Model Qwen/Qwen3-32BGPUs 16x H200 (2 nodes)Runtime vLLMWorkload Mooncake conversation trace, fixed-schedule replay: 12,031 requests over ~59 min, 12,035 avg ISL, 343 avg OSL, 36.64% cache efficiencyMetrics TTFT, ITL, total request latency, and goodput at TTFT 2s / ITL 25msHeld constant Model, vLLM runtime, 16x H200 across 2 nodes, fixed-schedule Mooncake trace replay, and TTFT 2s / ITL 25ms goodput thresholds

Compared Configurations

RoleConfigurationDeployBenchmark
ComparisonDisaggregated KV router6 prefill + 2 decode workers (TP2), KV-aware routingdeploy.yamlperf.yaml
BaselineAggregated round-robin8x TP2 aggregated workers, round-robin routingdeploy.yamlperf.yaml

Reproduce

The benchmark replays the Mooncake FAST25 conversation trace with --fixed-schedule, so request arrival times are pinned to the original timestamps — throughput is fixed by the trace, and the comparison is on the latency metrics (TTFT, ITL, total request latency) plus goodput. Each configuration’s perf.yaml downloads the trace automatically and wraps this AIPerf command:

$aiperf profile -m Qwen/Qwen3-32B \
> --input-file conversation_trace.jsonl \
> --custom-dataset-type mooncake_trace \
> --fixed-schedule \
> --url http://<frontend>:8000 \
> --streaming \
> --goodput "time_to_first_token:2000 inter_token_latency:25"

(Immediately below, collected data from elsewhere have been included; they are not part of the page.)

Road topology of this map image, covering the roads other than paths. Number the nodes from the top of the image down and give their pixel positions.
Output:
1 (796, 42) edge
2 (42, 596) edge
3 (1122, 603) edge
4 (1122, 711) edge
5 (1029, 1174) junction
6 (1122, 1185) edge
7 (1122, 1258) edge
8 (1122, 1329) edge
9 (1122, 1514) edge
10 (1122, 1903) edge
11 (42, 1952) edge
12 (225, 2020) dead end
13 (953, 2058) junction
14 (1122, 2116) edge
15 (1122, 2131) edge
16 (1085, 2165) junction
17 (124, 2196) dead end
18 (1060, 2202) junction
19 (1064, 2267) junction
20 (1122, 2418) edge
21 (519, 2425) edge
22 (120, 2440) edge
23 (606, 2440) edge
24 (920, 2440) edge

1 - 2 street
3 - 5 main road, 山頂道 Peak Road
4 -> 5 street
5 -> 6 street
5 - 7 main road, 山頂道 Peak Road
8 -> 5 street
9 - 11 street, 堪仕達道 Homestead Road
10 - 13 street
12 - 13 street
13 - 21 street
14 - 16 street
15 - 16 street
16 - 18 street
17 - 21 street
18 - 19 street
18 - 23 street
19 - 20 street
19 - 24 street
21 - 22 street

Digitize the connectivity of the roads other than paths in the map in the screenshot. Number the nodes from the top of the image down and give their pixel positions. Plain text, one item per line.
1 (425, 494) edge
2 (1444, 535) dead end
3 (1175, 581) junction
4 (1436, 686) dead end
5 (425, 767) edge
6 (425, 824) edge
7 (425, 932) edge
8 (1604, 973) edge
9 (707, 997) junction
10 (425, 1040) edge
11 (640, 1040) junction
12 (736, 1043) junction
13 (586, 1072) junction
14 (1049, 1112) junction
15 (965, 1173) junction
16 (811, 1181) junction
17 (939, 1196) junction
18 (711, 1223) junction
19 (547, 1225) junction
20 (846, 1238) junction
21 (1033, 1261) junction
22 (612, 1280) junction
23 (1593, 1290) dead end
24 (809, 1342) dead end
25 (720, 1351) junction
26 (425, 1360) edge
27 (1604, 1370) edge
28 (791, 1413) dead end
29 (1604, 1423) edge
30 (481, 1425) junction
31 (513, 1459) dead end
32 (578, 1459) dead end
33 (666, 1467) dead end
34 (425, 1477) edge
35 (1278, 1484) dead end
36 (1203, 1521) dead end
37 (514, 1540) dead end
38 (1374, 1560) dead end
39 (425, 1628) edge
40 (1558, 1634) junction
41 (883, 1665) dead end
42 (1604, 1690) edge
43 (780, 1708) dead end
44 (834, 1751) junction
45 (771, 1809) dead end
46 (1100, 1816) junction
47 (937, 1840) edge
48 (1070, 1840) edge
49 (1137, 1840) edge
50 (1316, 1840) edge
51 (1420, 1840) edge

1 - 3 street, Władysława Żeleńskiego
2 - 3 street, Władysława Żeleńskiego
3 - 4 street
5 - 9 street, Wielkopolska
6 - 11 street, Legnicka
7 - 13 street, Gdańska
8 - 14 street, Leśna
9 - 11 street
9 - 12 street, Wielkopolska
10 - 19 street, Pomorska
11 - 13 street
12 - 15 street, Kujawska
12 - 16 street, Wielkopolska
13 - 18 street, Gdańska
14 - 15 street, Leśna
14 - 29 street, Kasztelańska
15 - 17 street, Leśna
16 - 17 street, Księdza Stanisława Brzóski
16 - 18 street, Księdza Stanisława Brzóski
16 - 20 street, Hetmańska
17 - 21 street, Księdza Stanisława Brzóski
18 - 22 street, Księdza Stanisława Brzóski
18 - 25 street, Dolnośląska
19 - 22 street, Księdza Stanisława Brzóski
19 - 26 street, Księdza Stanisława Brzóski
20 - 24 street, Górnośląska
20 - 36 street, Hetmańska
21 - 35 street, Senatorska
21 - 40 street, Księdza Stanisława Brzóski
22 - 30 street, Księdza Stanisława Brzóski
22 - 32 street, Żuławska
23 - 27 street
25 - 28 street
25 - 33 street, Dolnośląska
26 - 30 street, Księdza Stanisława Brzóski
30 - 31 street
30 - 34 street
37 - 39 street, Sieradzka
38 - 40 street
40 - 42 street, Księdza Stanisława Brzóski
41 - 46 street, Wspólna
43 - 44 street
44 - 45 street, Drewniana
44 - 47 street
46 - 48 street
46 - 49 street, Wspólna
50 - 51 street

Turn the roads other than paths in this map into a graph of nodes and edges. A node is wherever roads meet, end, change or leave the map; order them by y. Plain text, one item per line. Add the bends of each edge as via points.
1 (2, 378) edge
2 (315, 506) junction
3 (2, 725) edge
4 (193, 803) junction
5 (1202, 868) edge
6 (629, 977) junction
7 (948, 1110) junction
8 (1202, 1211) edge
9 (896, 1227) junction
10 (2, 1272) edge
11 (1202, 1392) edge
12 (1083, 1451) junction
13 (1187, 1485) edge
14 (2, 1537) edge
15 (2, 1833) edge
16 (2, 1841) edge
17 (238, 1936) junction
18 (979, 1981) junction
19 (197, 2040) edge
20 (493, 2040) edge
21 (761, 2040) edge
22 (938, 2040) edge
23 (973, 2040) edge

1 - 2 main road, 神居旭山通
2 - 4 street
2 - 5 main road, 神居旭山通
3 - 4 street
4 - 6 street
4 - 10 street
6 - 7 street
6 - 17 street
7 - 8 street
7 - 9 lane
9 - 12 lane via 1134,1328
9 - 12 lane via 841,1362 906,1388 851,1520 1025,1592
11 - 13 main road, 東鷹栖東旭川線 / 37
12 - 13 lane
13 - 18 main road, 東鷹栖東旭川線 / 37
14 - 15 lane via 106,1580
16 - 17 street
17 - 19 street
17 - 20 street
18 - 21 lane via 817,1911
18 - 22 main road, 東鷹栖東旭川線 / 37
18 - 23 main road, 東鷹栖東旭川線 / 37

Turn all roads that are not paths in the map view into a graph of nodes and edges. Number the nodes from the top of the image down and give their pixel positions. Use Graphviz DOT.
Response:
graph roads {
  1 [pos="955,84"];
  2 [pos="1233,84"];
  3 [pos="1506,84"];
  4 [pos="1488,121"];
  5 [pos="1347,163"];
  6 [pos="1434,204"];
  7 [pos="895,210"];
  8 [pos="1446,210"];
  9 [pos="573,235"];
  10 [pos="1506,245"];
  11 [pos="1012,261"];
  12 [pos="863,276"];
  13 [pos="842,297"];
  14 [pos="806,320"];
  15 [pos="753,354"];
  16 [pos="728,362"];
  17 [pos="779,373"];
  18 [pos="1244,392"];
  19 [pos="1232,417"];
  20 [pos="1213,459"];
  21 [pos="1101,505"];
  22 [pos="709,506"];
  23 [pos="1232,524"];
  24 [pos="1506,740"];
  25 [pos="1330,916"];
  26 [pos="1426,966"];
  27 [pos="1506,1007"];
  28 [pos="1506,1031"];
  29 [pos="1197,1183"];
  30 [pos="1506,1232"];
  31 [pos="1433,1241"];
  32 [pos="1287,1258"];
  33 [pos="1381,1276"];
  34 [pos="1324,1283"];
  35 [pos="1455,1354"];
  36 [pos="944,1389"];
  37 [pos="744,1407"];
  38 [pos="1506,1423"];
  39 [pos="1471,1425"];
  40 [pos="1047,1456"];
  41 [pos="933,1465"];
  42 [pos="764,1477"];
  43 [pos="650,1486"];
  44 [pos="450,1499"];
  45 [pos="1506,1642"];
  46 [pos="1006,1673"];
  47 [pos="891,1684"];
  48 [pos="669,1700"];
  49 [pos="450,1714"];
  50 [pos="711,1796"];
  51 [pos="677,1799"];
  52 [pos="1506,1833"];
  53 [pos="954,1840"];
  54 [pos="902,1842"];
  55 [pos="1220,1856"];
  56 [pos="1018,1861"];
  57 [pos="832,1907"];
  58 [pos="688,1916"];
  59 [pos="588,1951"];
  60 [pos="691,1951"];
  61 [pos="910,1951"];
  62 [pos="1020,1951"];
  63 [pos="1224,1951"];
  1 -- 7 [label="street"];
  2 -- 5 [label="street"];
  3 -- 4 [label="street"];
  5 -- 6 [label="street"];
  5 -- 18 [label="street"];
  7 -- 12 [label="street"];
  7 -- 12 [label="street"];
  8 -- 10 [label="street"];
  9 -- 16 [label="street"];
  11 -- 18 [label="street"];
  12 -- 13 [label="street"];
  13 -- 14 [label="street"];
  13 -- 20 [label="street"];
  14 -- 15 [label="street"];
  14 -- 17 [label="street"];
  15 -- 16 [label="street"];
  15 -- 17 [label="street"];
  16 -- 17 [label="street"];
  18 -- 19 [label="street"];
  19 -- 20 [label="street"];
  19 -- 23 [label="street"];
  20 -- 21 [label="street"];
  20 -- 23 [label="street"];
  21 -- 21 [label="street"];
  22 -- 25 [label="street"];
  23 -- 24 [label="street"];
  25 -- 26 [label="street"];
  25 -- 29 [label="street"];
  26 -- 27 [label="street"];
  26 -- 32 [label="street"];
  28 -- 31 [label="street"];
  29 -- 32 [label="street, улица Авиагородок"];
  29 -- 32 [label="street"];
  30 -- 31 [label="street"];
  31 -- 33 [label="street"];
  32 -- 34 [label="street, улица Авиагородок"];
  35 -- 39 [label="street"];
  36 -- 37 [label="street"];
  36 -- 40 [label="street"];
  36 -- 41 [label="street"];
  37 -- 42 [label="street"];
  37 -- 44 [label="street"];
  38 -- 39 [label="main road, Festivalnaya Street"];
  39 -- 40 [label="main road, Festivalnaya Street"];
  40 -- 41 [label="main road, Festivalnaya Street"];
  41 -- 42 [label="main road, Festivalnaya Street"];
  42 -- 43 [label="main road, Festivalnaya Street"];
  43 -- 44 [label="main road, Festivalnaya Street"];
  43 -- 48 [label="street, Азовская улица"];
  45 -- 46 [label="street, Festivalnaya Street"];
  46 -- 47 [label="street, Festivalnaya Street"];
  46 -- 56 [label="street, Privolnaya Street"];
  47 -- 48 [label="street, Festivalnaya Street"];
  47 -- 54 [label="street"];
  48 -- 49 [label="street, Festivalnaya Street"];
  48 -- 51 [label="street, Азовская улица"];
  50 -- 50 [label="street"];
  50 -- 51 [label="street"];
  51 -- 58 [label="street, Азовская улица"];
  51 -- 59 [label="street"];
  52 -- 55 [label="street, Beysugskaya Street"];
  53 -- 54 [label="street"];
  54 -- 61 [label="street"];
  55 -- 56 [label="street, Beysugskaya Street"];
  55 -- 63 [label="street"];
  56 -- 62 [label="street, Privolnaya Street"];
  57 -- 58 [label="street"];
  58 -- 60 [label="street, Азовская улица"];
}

The frontend service is agg-8xtp2-frontend for the baseline and disagg-router-6p-2d-frontend for the disaggregated configuration. Deploy one configuration at a time — each is sized for the full 16 GPUs:

$export NAMESPACE=your-namespace
$
$# One-time prep: storage + model download
$kubectl apply -f recipes/qwen3-32b/model-cache/cache.yaml -n ${NAMESPACE}
$kubectl apply -f recipes/qwen3-32b/model-cache/model-download.yaml -n ${NAMESPACE}
$kubectl wait --for=condition=Complete job/model-download -n ${NAMESPACE} --timeout=600s
$
$# Pick one configuration from the table above, deploy it, wait for readiness, then apply its perf.yaml.
$kubectl apply -f recipes/qwen3-32b/vllm/<configuration>/deploy.yaml -n ${NAMESPACE}
$kubectl apply -f recipes/qwen3-32b/vllm/<configuration>/perf.yaml -n ${NAMESPACE}

The benchmark runs inside a tmux session on the benchmark pod (kubectl exec -it <benchmark-pod> -- tmux a -t benchmark), and artifacts land on the perf-cache PVC under /perf-cache/artifacts/.

Notes

  • The source publishes the comparison as a results video and directional analysis rather than a numeric table; run both configurations to produce TTFT/ITL/latency deltas for your cluster.
  • Edit model-cache/cache.yaml and set storageClassName to match your cluster before applying.
  • Source: recipes/qwen3-32b

The disaggregated KV router configuration is the promoted deployment target: Qwen3-32B. The aggregated round-robin configuration exists as a benchmark control only.